BEIRUT: Parliament police command issued a statement Wednesday claiming that the confrontation with protesters came after trash was thrown at police officers responsible for protecting Parliament Speaker Nabih Berri’s Ain al-Tineh residence. The statement added that an officer was injured midnight Tuesday and was transferred to the hospital. This led to clashes between the police and protesters.
Protesters had marched in front of the homes of various officials Tuesday evening, including Judge Ghada Aoun. They were attacked near Ain al-Tineh past midnight, with videos and images of damaged cars and protesters with bloodied faces circulated on social media
According to eyewitness accounts and footage circulating online, the protesters and their cars were attacked by men in police uniforms believed to be Parliament police. The statement, however, did not comment on these accounts.
“The command affirms its commitment to the laws and regulations pertaining to the right of citizens to peaceful protests and their freedom of speech,” the statement read.
It added that Parliament police has been dealing with protests in a positive manner and with the highest forms of discipline.
“A report has been prepared on ... events which will be referred to the Parliament’s presidency.”
Earlier Wednesday morning, on the 56th consecutive day of nationwide demonstrations, protesters across the country blocked roads and entrances to public institutions.
Protesters blocked main roads in Tripoli after the previous day’s clashes with the Lebanese Army in north Lebanon’s Mina.
Internal Security Forces were heavily deployed in the area and most schools and universities remained shut, the state-run National News Agency reported.
Protesters also blocked roads in Zahle. One protester blocked the entrance of the Creditbank in the area with a large truck.
The protests continued in Halba, where they blocked off roads and entrances to public institutions including the EDL, asking employees to stop working.
In Aley, dozens of protesters also blocked off the entrance to the Serail chanting “Revolution” and waving Lebanese flags.
Later in the morning, dozens of protesters stood in front of the French Embassy in Beirut. The crowd gathered ahead of a conference that took place in Paris Wednesday, and that aims at bringing together an international support group to tackle Lebanon’s economic and political crisis.
Demonstrators rejected foreign aid or assistance before the formation of a new national government that meets their demands.
The one-day conference aims to push Lebanon to form a new government and is co-chaired by France and the United Nations.
In light of the difficult economic situation and the dollar liquidity issue facing the country, attendees are expected to push Lebanon to adopt a series of reforms that would restore financial stability, fix longstanding issues in the Lebanese economic system and combat graft.
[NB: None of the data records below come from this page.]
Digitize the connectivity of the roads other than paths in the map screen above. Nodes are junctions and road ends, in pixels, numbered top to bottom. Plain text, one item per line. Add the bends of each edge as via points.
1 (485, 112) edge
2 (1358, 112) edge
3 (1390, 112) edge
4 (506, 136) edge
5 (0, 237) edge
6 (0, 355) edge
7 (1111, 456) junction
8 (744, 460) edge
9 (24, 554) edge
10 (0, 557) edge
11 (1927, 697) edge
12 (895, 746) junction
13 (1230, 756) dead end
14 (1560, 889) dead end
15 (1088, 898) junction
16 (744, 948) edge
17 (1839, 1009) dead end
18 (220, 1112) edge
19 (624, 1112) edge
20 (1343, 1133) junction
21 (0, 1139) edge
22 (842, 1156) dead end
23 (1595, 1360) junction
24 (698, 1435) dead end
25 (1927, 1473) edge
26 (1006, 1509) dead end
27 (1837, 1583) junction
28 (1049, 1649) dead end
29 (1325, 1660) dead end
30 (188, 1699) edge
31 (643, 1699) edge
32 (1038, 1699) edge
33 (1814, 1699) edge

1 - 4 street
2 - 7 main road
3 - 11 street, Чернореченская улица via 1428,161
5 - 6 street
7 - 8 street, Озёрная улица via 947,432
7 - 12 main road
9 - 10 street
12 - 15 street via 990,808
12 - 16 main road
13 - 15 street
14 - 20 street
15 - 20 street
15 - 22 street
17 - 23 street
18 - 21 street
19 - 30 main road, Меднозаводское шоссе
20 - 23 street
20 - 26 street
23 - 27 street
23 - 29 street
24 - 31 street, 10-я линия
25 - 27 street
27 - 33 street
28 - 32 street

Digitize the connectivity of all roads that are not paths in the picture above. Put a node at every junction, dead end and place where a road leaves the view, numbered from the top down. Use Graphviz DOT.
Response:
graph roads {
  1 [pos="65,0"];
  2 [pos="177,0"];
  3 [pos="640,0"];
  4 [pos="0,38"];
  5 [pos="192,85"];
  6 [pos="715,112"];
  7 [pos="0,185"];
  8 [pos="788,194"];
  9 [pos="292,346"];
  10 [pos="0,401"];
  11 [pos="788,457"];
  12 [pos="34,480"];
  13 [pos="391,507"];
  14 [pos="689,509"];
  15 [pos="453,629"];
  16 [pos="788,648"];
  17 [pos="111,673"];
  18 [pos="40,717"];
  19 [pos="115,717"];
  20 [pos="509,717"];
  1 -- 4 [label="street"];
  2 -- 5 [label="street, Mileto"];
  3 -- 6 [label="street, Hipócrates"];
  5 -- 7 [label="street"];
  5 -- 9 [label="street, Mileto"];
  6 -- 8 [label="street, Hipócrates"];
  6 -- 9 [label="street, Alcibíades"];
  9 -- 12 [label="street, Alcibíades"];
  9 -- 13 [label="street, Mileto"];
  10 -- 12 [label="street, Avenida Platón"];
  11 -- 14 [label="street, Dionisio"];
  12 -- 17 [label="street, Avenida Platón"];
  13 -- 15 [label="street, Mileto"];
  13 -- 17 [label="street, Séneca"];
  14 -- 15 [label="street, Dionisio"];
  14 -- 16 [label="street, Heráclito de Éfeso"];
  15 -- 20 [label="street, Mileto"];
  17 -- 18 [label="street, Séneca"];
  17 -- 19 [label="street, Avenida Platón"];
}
“We don’t want your money and we don’t want your help,” said a protester to Lebanese media.
Demonstrators also lit lanterns and released them into air later on in the evening.
A group of demonstrators gathered in the evening outside the Interior Ministry in Sanayeh demanding that security forces peacefully deal with the protesters.
In Beirut’s Azarieh Parking lot, the site of many discussions and lectures since the beginning of protests, an unidentified group attempted to burn “The Hub” tent by throwing incendiary devices at it.
A similar attempt took place Tuesday night during a lecture in the tent which some protesters believed was against the Palestinian cause.
The same accusations were being shouted Wednesday, with slogans including “this tent is Zionist” and “death to Israel.”
Lebanon has been without a government since Saad Hariri’s resignation as prime minister on Oct. 29, offered in response to an unprecedented nationwide uprising against the ruling political elite.
Protesters, who have been on the streets since Oct. 17, are demanding the formation of a technocratic government to rescue the country’s economy. However, their calls have so far fallen on deaf ears, amid political squabbling over the new Cabinet.